[Exercise description]
Where in the listing does the word "points" appear? Report each line that holds it.

[Records shown]
'''
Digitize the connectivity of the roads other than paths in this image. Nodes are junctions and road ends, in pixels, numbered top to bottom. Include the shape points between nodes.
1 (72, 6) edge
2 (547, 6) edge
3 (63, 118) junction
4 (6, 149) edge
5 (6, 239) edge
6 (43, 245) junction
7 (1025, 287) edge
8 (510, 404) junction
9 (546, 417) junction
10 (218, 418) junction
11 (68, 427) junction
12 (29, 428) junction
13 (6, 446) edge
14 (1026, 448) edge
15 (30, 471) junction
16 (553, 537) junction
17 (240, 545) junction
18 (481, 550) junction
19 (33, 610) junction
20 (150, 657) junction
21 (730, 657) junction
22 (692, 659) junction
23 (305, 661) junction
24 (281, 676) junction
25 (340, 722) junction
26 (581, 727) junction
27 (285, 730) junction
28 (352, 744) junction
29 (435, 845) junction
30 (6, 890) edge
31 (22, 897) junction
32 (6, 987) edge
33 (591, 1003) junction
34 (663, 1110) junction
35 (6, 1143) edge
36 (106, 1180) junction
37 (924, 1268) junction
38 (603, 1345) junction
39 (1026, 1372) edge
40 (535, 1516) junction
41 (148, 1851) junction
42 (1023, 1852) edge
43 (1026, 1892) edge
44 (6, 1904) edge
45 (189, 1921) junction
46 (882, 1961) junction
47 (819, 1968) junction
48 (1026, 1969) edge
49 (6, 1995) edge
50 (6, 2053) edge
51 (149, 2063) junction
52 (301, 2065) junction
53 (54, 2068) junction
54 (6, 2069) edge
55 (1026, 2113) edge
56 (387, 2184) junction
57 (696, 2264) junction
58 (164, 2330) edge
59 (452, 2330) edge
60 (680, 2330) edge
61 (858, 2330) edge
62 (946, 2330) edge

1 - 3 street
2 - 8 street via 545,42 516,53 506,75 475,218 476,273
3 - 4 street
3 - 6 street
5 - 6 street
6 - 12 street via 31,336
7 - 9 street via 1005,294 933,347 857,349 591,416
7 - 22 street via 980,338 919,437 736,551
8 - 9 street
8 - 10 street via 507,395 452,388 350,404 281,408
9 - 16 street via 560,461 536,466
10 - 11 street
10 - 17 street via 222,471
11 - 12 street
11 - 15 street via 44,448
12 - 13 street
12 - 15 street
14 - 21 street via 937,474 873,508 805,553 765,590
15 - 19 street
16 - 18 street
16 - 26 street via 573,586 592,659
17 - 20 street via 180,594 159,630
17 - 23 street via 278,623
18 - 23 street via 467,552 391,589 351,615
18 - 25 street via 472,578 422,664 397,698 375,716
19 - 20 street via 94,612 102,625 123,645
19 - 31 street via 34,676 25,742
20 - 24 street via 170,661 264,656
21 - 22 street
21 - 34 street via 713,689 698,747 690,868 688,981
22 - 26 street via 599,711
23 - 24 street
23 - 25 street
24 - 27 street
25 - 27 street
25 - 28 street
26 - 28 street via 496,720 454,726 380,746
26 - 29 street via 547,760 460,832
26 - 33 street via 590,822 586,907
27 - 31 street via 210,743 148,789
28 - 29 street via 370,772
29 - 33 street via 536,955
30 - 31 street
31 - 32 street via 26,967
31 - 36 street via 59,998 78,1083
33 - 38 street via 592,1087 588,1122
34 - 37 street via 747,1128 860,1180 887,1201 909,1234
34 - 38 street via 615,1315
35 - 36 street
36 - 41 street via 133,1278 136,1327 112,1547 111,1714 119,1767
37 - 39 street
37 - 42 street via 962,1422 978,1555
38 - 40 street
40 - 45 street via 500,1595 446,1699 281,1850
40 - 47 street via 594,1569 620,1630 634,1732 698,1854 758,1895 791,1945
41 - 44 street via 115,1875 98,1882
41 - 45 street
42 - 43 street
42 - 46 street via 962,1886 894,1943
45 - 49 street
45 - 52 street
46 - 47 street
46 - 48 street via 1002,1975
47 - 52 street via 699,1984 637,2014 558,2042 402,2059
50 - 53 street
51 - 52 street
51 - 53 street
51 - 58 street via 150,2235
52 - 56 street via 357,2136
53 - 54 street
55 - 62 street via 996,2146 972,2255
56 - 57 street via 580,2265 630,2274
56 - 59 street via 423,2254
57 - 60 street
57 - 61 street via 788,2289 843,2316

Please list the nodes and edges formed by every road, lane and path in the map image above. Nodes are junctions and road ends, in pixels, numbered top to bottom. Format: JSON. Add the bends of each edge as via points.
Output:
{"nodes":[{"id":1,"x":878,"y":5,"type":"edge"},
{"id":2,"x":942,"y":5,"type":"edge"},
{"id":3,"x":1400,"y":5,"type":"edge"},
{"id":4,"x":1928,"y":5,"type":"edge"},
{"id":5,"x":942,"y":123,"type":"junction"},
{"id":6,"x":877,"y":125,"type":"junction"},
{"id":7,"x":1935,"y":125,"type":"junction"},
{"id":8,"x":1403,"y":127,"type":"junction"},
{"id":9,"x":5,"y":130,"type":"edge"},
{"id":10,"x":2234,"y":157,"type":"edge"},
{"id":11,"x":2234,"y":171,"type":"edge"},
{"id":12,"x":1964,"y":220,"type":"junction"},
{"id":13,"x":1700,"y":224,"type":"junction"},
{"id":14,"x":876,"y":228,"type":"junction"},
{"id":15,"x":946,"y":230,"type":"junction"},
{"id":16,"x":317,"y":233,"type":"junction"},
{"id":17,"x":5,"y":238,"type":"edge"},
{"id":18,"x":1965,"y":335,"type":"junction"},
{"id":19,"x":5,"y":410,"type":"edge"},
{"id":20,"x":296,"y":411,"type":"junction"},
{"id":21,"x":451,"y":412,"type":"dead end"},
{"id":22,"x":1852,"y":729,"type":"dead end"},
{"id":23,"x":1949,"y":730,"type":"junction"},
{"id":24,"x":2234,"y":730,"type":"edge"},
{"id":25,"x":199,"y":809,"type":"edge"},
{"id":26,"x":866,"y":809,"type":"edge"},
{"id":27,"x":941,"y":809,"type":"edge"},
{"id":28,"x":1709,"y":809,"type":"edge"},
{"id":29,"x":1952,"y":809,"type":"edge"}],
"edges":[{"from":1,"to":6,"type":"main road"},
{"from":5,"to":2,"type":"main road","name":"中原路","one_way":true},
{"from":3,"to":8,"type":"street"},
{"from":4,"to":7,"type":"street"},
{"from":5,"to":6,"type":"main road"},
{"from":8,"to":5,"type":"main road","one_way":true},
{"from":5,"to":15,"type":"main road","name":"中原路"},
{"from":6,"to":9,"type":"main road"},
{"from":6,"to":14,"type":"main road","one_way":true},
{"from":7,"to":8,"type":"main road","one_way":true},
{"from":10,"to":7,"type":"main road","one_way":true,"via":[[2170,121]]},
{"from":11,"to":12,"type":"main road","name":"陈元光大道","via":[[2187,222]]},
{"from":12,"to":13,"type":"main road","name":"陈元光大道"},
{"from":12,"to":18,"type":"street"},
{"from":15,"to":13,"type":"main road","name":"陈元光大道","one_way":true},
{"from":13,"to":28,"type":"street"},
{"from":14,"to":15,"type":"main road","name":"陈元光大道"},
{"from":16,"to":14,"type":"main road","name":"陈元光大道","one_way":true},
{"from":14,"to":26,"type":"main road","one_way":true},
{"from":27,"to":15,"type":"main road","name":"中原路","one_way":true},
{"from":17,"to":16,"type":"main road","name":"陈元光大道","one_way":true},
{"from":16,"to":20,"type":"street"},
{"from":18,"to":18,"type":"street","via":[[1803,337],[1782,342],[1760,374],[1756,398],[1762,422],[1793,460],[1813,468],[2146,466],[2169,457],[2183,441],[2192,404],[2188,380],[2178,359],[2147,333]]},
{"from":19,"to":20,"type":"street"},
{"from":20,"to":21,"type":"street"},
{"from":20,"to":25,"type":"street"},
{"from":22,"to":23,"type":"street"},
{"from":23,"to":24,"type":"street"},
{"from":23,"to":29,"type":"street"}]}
'''
[Response area]
Digitize the connectivity of the roads other than paths in this image. Nodes are junctions and road ends, in pixels, numbered top to bottom. Include the shape points between nodes.
Please list the nodes and edges formed by every road, lane and path in the map image above. Nodes are junctions and road ends, in pixels, numbered top to bottom. Format: JSON. Add the bends of each edge as via points.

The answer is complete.